Mensaje por marthagr81@yahoo.es el Lun Feb 19, 2018 3:46 am

NUEVE


—¿Estás segura que no necesitas una chaperona? —pregunta Quinn en el teléfono.

Ruedo mis ojos


—. Sí, estoy segura que no te necesito de chaperona en una cita con mi esposa.

—Bueno, nunca sabes —bromea—, pero en serio, estoy feliz que esté yendo bien.

Está yendo bien. Sólo han pasado un par de semanas, pero hasta ahora, estar en una relación con Santana se siente como siempre prensé que se debería sentir estar en una relación. Respeto mutuo y atracción, jodidamente buen sexo, y encajar en la vida de la otra de una manera que es natural. Pasamos casi todas las noches en el lugar de la otra, ya sea en mi apartamento o en su ridículamente hermoso apartamento en Upper West Side, o como esta noche, su mansión en Westchester.

Casarse con ricos tiene sus ventajas. Ahora estoy en el auto con Noah, conduciendo hacia la casa, y llevo el atuendo que Santana había enviado más temprano. Si cualquier otra persona hombre o mujer me hubiera pedido que usara cierta ropa para ella, le lanzaría un ataque. Pero su gusto en ropa es de hecho, mejor que el mío, así que no me importa demasiado.

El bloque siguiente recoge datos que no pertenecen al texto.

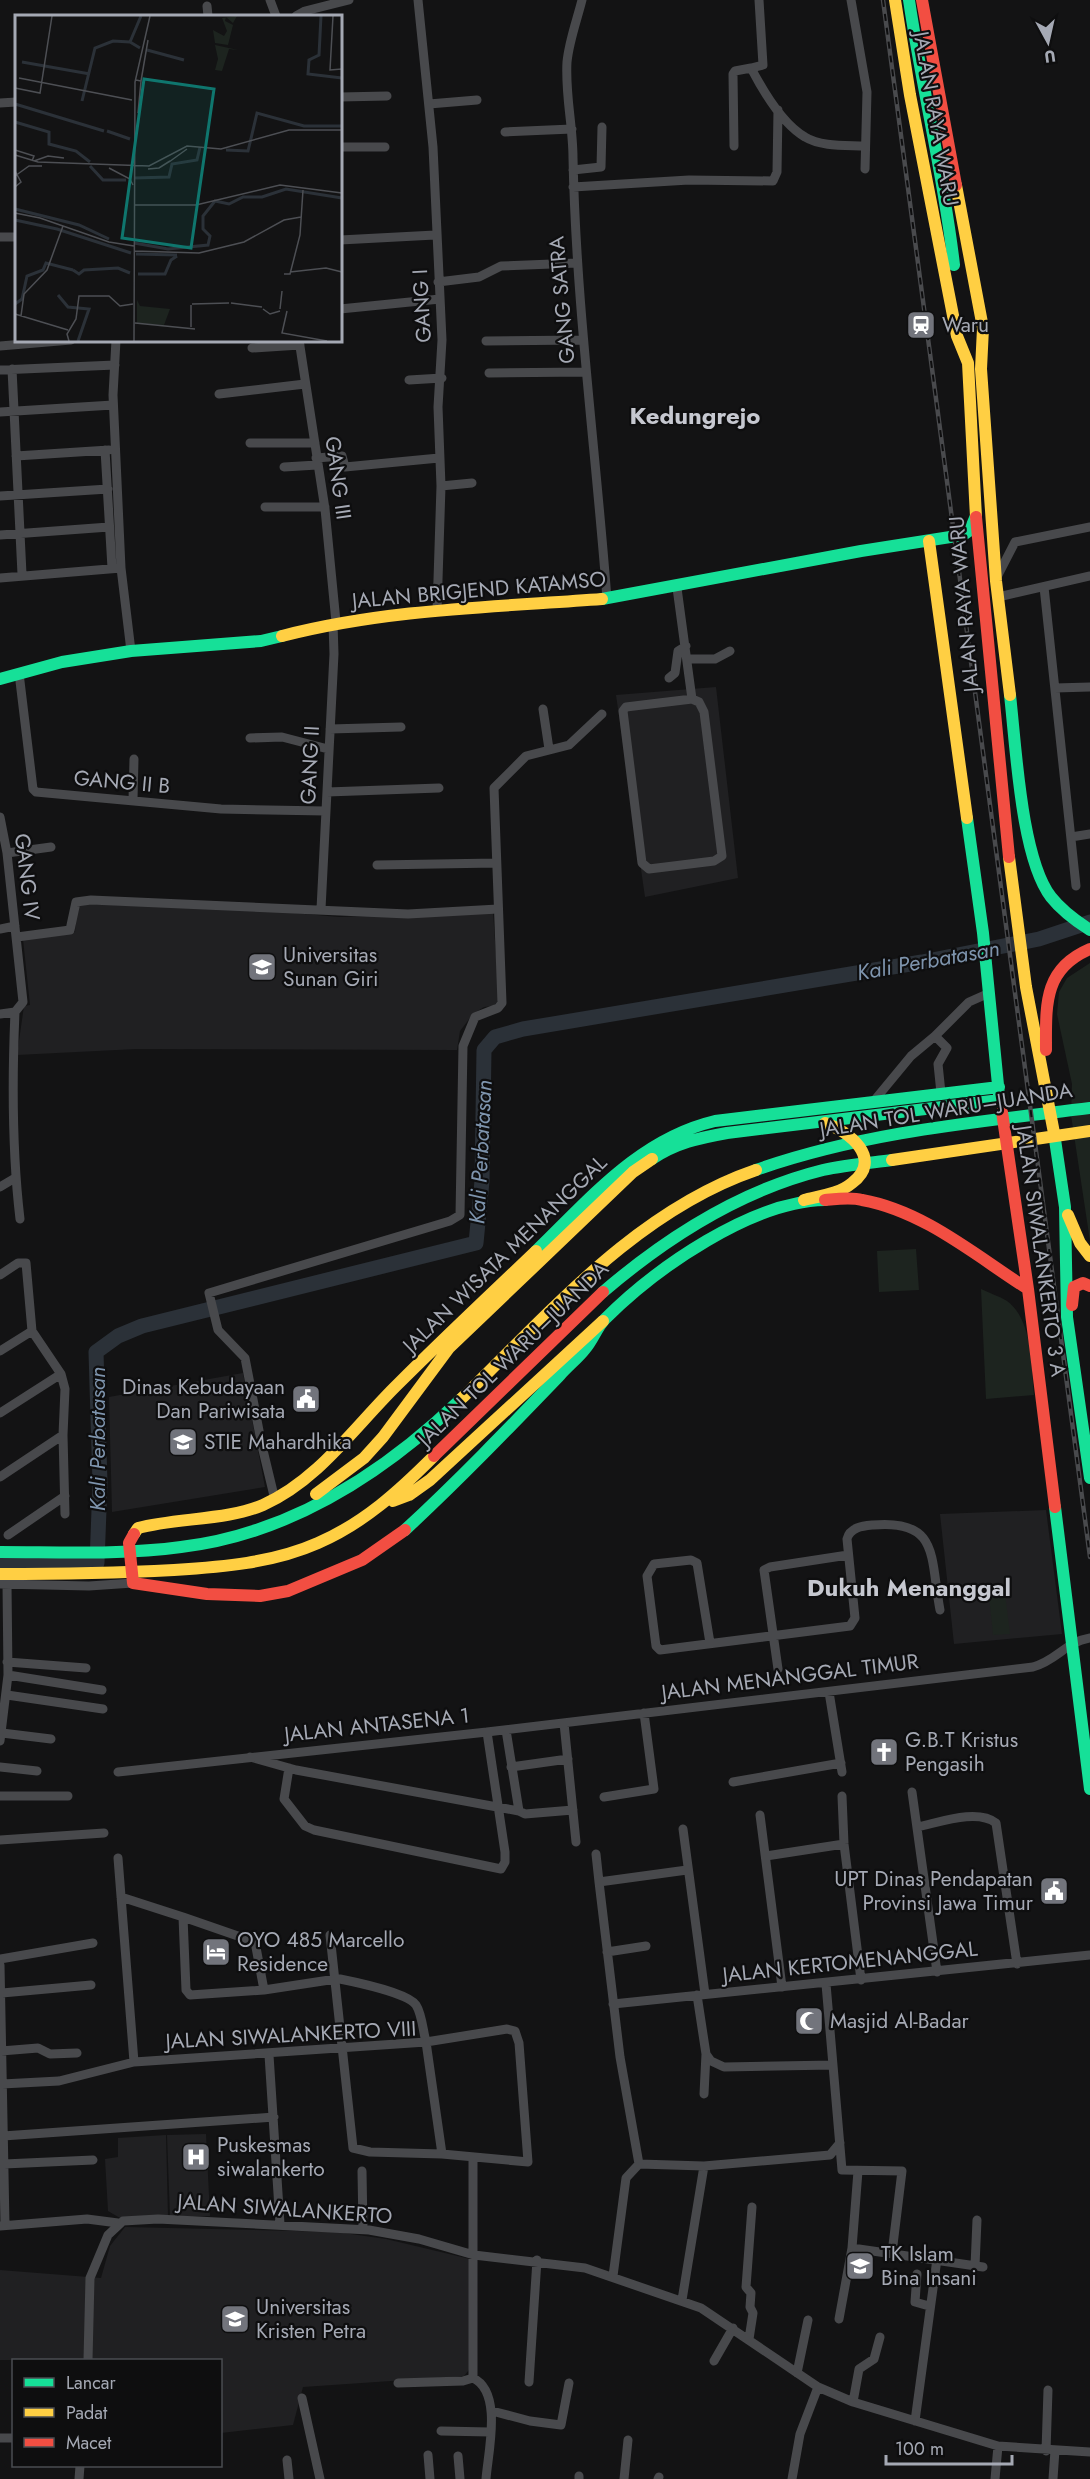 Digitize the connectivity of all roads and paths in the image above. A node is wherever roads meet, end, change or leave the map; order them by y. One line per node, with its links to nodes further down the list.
1 (270, 0): 10 (street)
2 (349, 0): 11 (street)
3 (418, 0): 18 (street, GANG I)
4 (582, 0): 21 (street, GANG SATRA)
5 (759, 0): 12 (street)
6 (850, 0): 24 (street)
7 (895, 0): 44 (main road, JALAN RAYA WARU)
8 (909, 0): 30 (main road)
9 (922, 0): 47 (main road, JALAN RAYA WARU)
10 (276, 15)
11 (298, 15)
12 (752, 68): 19 (street); 23 (street)
13 (387, 96): 14 (street)
14 (342, 97)
15 (477, 100): 18 (street)
16 (15, 102): 17 (street)
17 (0, 103)
18 (429, 104): 31 (street, GANG I)
19 (778, 110): 24 (street); 29 (street)
20 (602, 127): 28 (street)
21 (572, 129): 22 (street); 28 (street, GANG SATRA)
22 (505, 132)
23 (734, 146)
24 (865, 146): 27 (street)
25 (342, 147): 26 (street)
26 (385, 147)
27 (865, 169)
28 (573, 170): 29 (street, GANG SATRA)
29 (573, 187): 33 (street, GANG SATRA)
30 (949, 221): 44 (main road); 47 (main road)
31 (435, 235): 32 (street); 34 (street, GANG I)
32 (342, 240)
33 (578, 263): 34 (street); 37 (street, GANG SATRA)
34 (438, 282): 35 (street, GANG I)
35 (440, 299): 36 (street); 51 (street, GANG I)
36 (342, 309)
37 (584, 340): 38 (street); 49 (street, GANG SATRA)
38 (486, 341)
39 (47, 342): 42 (street)
40 (116, 342): 45 (street)
41 (300, 343): 43 (street); 53 (street, GANG III)
42 (0, 346)
43 (252, 348)
44 (968, 363): 73 (main road, JALAN RAYA WARU)
45 (115, 364): 46 (street); 55 (street)
46 (12, 369): 48 (street); 56 (street)
47 (981, 369): 85 (main road, JALAN RAYA WARU)
48 (0, 370)
49 (586, 372): 50 (street); 89 (street, GANG SATRA)
50 (489, 373)
51 (442, 378): 52 (street); 63 (street, GANG I)
52 (409, 380)
53 (305, 384): 54 (street); 58 (street, GANG III)
54 (219, 394)
55 (113, 405): 56 (street); 60 (street)
56 (14, 411): 57 (street); 62 (street)
57 (0, 412)
58 (315, 442): 59 (street); 64 (street, GANG III)
59 (250, 443)
60 (116, 449): 61 (street); 81 (street)
61 (105, 450): 62 (street); 68 (street)
62 (16, 456): 69 (street)
63 (439, 458): 64 (street); 67 (street, GANG I)
64 (317, 461): 65 (street); 72 (street, GANG III)
65 (284, 467)
66 (472, 483): 67 (street)
67 (441, 486): 90 (street, GANG I)
68 (108, 489): 69 (street); 74 (street)
69 (18, 495): 70 (street); 76 (street)
70 (0, 496)
71 (265, 507): 72 (street)
72 (325, 507): 91 (street, GANG III)
73 (976, 518): 78 (main road); 80 (main road, JALAN RAYA WARU)
74 (109, 527): 76 (street); 81 (street)
75 (1090, 527): 85 (street)
76 (20, 534): 77 (street); 82 (street)
77 (0, 535)
78 (963, 535): 79 (main road, JALAN BRIGJEND KATAMSO); 80 (main road)
79 (929, 541): 87 (main road, JALAN BRIGJEND KATAMSO); 129 (main road, JALAN SIWALANKERTO 3 A)
80 (978, 554): 133 (main road, JALAN RAYA WARU)
81 (117, 568): 82 (street); 93 (street)
82 (22, 574): 84 (street)
83 (1090, 576): 86 (street)
84 (0, 578)
85 (996, 581): 88 (main road, JALAN RAYA WARU)
86 (1044, 587): 88 (street); 100 (street)
87 (677, 588): 89 (main road, JALAN BRIGJEND KATAMSO); 92 (street)
88 (998, 597): 126 (main road, JALAN RAYA WARU)
89 (607, 599): 90 (main road, JALAN BRIGJEND KATAMSO)
90 (437, 610): 91 (main road, JALAN BRIGJEND KATAMSO)
91 (334, 622): 93 (main road, JALAN BRIGJEND KATAMSO); 105 (street, GANG II)
92 (686, 646): 95 (street); 97 (street)
93 (131, 651): 96 (main road, JALAN BRIGJEND KATAMSO)
94 (730, 651): 95 (street)
95 (689, 659): 101 (street)
96 (19, 673): 98 (main road, JALAN BRIGJEND KATAMSO); 112 (street, GANG II B)
97 (669, 678)
98 (0, 679)
99 (1090, 687): 100 (street)
100 (1055, 688): 116 (street)
101 (692, 699): 101 (street)
102 (543, 710): 108 (street)
103 (602, 714): 108 (street)
104 (401, 728): 105 (street)
105 (330, 729): 107 (street, GANG II)
106 (250, 738): 107 (street)
107 (328, 748): 111 (street, GANG II)
108 (549, 749): 119 (street)
109 (134, 759): 112 (street)
110 (439, 788): 111 (street)
111 (327, 792): 113 (street, GANG II)
112 (133, 800): 113 (street, GANG II B)
113 (326, 811): 122 (street, GANG II)
114 (0, 817): 118 (street, GANG IV)
115 (1090, 834): 116 (street)
116 (1071, 837): 121 (street)
117 (51, 848): 118 (street)
118 (7, 853): 124 (street, GANG IV)
119 (496, 862): 120 (street); 123 (street)
120 (377, 865)
121 (1076, 886)
122 (321, 909): 123 (street); 127 (street)
123 (498, 909): 160 (street)
124 (15, 926): 125 (street); 127 (street, GANG IV)
125 (0, 929)
126 (1088, 929)
127 (17, 937): 130 (street, GANG IV)
128 (1090, 949): 133 (main road)
129 (987, 994): 132 (street); 134 (main road, JALAN SIWALANKERTO 3 A)
130 (15, 1012): 131 (street); 141 (street, GANG IV)
131 (0, 1014)
132 (935, 1036): 135 (street); 137 (street)
133 (1045, 1077): 144 (main road, JALAN RAYA WARU)
134 (999, 1087): 135 (main road, JALAN WISATA MENANGGAL); 136 (main road, JALAN SIWALANKERTO 3 A)
135 (941, 1093): 137 (main road, JALAN WISATA MENANGGAL)
136 (1000, 1100): 139 (main road); 149 (main road, JALAN SIWALANKERTO 3 A)
137 (873, 1102): 160 (main road, JALAN WISATA MENANGGAL)
138 (1090, 1107): 163 (main road, JALAN TOL WARU–JUANDA)
139 (815, 1122): 143 (main road); 163 (main road)
140 (1090, 1131): 161 (main road, JALAN TOL WARU–JUANDA)
141 (15, 1178): 142 (street); 145 (street, GANG IV)
142 (0, 1187)
143 (804, 1200): 149 (main road); 150 (main road)
144 (1065, 1207): 146 (main road); 153 (main road)
145 (20, 1219)
146 (1090, 1256)
147 (0, 1275): 151 (street)
148 (1090, 1286): 153 (main road)
149 (1028, 1289): 175 (main road, JALAN SIWALANKERTO 3 A)
150 (603, 1321): 161 (main road); 168 (main road)
151 (32, 1331): 152 (street); 154 (street)
152 (0, 1352)
153 (1075, 1360): 158 (main road)
154 (61, 1374): 155 (street); 156 (street)
155 (0, 1413)
156 (63, 1435): 157 (street); 159 (street)
157 (0, 1477)
158 (1090, 1478)
159 (65, 1496): 162 (street); 164 (street)
160 (275, 1500): 168 (main road, JALAN WISATA MENANGGAL)
161 (386, 1503): 167 (main road, JALAN TOL WARU–JUANDA)
162 (65, 1514)
163 (246, 1532): 165 (main road, JALAN TOL WARU–JUANDA)
164 (8, 1535)
165 (0, 1552)
166 (848, 1555): 169 (street); 170 (street); 170 (street)
167 (2, 1581): 168 (street); 172 (street)
168 (133, 1583)
169 (940, 1610)
170 (773, 1634): 174 (street); 178 (street)
171 (1090, 1638): 175 (street, JALAN MENANGGAL TIMUR)
172 (7, 1639): 173 (street); 176 (street)
173 (18, 1640)
174 (710, 1643): 174 (street)
175 (1070, 1644): 181 (street, JALAN MENANGGAL TIMUR); 198 (main road, JALAN SIWALANKERTO 3 A)
176 (7, 1662): 177 (street); 179 (street)
177 (86, 1668)
178 (778, 1670)
179 (8, 1675): 180 (street); 182 (street)
180 (102, 1689)
181 (829, 1692): 184 (street, JALAN MENANGGAL TIMUR); 197 (street)
182 (7, 1695): 183 (street); 188 (street)
183 (103, 1709)
184 (644, 1713): 185 (street, JALAN MENANGGAL TIMUR); 203 (street)
185 (564, 1723): 186 (street, JALAN MENANGGAL TIMUR); 191 (street)
186 (506, 1730): 187 (street, JALAN MENANGGAL TIMUR); 193 (street)
187 (487, 1732): 190 (street, JALAN ANTASENA 1); 204 (street, JALAN ANTASENA 1)
188 (1, 1737): 189 (street)
189 (51, 1739)
190 (247, 1756): 194 (street); 196 (street, JALAN ANTASENA 1)
191 (568, 1759): 193 (street); 205 (street)
192 (0, 1767): 195 (street)
193 (511, 1767): 206 (street)
194 (289, 1768): 204 (street); 204 (street, JALAN ANTASENA 1)
195 (37, 1771)
196 (118, 1772)
197 (733, 1782)
198 (1090, 1789)
199 (912, 1792): 208 (street)
200 (0, 1796): 201 (street)
201 (68, 1796)
202 (842, 1796): 213 (street)
203 (604, 1797)
204 (498, 1807): 206 (street)
205 (573, 1810): 206 (street); 212 (street)
206 (519, 1811)
207 (760, 1815): 215 (street)
208 (917, 1827): 227 (street); 229 (street)
209 (683, 1829): 217 (street)
210 (104, 1833): 211 (street)
211 (0, 1840)
212 (576, 1842)
213 (844, 1844): 215 (street); 231 (street)
214 (596, 1854): 218 (street)
215 (766, 1856): 234 (street)
216 (117, 1858): 219 (street)
217 (687, 1870): 218 (street); 237 (street)
218 (599, 1882): 224 (street)
219 (121, 1897): 220 (street); 245 (street)
220 (183, 1917): 235 (street); 235 (street)
221 (330, 1935): 230 (street)
222 (93, 1943): 226 (street)
223 (646, 1946): 224 (street)
224 (607, 1952): 238 (street)
225 (1090, 1955): 227 (street, JALAN KERTOMENANGGAL)
226 (0, 1959)
227 (1017, 1964): 229 (street, JALAN KERTOMENANGGAL)
228 (0, 1965): 236 (street)
229 (937, 1972): 231 (street, JALAN KERTOMENANGGAL)
230 (336, 1979): 235 (street); 239 (street); 240 (street)
231 (861, 1980): 232 (street, JALAN KERTOMENANGGAL)
232 (826, 1984): 234 (street, JALAN KERTOMENANGGAL); 246 (street)
233 (91, 1985): 236 (street)
234 (782, 1987): 237 (street, JALAN KERTOMENANGGAL)
235 (264, 1990)
236 (2, 1992): 241 (street)
237 (701, 1995): 238 (street, JALAN KERTOMENANGGAL); 243 (street)
238 (613, 2004): 256 (street)
239 (426, 2042): 240 (street, JALAN SIWALANKERTO VIII); 253 (street, JALAN SIWALANKERTO VIII); 254 (street)
240 (343, 2050): 244 (street, JALAN SIWALANKERTO VIII); 253 (street)
241 (1, 2051): 242 (street); 247 (street)
242 (77, 2053)
243 (706, 2054): 246 (street); 249 (street)
244 (269, 2055): 245 (street, JALAN SIWALANKERTO VIII); 250 (street)
245 (134, 2062): 248 (street, JALAN SIWALANKERTO VIII)
246 (833, 2065): 252 (street)
247 (1, 2071): 248 (street)
248 (1, 2089): 251 (street)
249 (704, 2094)
250 (274, 2117): 251 (street); 264 (street)
251 (3, 2136): 258 (street)
252 (840, 2143): 257 (street); 259 (street)
253 (442, 2154): 254 (street)
254 (473, 2157): 269 (street)
255 (93, 2160): 258 (street)
256 (639, 2164): 257 (street); 273 (street)
257 (704, 2166): 274 (street)
258 (3, 2169): 265 (street)
259 (858, 2170): 267 (street); 268 (street)
260 (362, 2171): 266 (street)
261 (752, 2207): 280 (street)
262 (977, 2220): 270 (street)
263 (118, 2223): 264 (street, JALAN SIWALANKERTO); 265 (street, JALAN SIWALANKERTO); 281 (street)
264 (280, 2224): 266 (street, JALAN SIWALANKERTO)
265 (2, 2225)
266 (363, 2229): 269 (street, JALAN SIWALANKERTO)
267 (852, 2248): 268 (street); 276 (street)
268 (892, 2253): 270 (street)
269 (474, 2255): 271 (street, JALAN SIWALANKERTO); 284 (street)
270 (937, 2259): 275 (street)
271 (537, 2260): 273 (street, JALAN SIWALANKERTO); 285 (street)
272 (917, 2274): 275 (street)
273 (613, 2276): 274 (street, JALAN SIWALANKERTO)
274 (682, 2300): 278 (street, JALAN SIWALANKERTO)
275 (929, 2306): 293 (street)
276 (839, 2319)
277 (808, 2320): 283 (street)
278 (733, 2328): 280 (street, JALAN SIWALANKERTO); 282 (street)
279 (880, 2337): 291 (street)
280 (748, 2339): 283 (street, JALAN SIWALANKERTO)
281 (88, 2359)
282 (714, 2361)
283 (797, 2373): 288 (street, JALAN SIWALANKERTO)
284 (473, 2378): 286 (street); 292 (street)
285 (529, 2382)
286 (398, 2383)
287 (569, 2383): 292 (street)
288 (818, 2387): 291 (street, JALAN SIWALANKERTO); 309 (street)
289 (1048, 2390): 298 (street)
290 (302, 2398): 304 (street)
291 (853, 2402): 293 (street, JALAN SIWALANKERTO)
292 (492, 2411): 295 (street)
293 (915, 2421): 297 (street, JALAN SIWALANKERTO)
294 (441, 2431): 295 (street)
295 (490, 2432): 307 (street)
296 (628, 2440): 308 (street)
297 (998, 2446): 298 (street, JALAN SIWALANKERTO); 310 (street)
298 (1050, 2451): 299 (street, JALAN SIWALANKERTO); 311 (street)
299 (1090, 2451)
300 (428, 2455): 305 (street)
301 (458, 2456): 306 (street)
302 (287, 2460): 303 (street)
303 (289, 2479)
304 (320, 2479)
305 (430, 2479)
306 (460, 2479)
307 (486, 2479)
308 (624, 2479)
309 (792, 2479)
310 (995, 2479)
311 (1053, 2479)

La voz de Quinn es silenciosa

—. ¿Te estás enamorando de ella?


Mi corazón golpea en mi pecho ante la pregunta. Contra todo pronóstico, lo estoy. No parece ser real que alguien que pensé sería algo de una noche fuera alguien de quien pudiera enamorarme. Apenas pude evitar que se derramara en la cama la otra noche, y ahora está en mi cerebro. Estuvo en la punta de mi lengua cuando nos despedimos, justo después de besarme.

—Tal vez.

Ella se ríe

—. Esto sólo podría pasarte a ti, ¿sabes?


—¿Casarme con mi aventura de una noche?


—Eso, y enamorarte de ella. Hazme saber si necesitas una chaperona y un rescate.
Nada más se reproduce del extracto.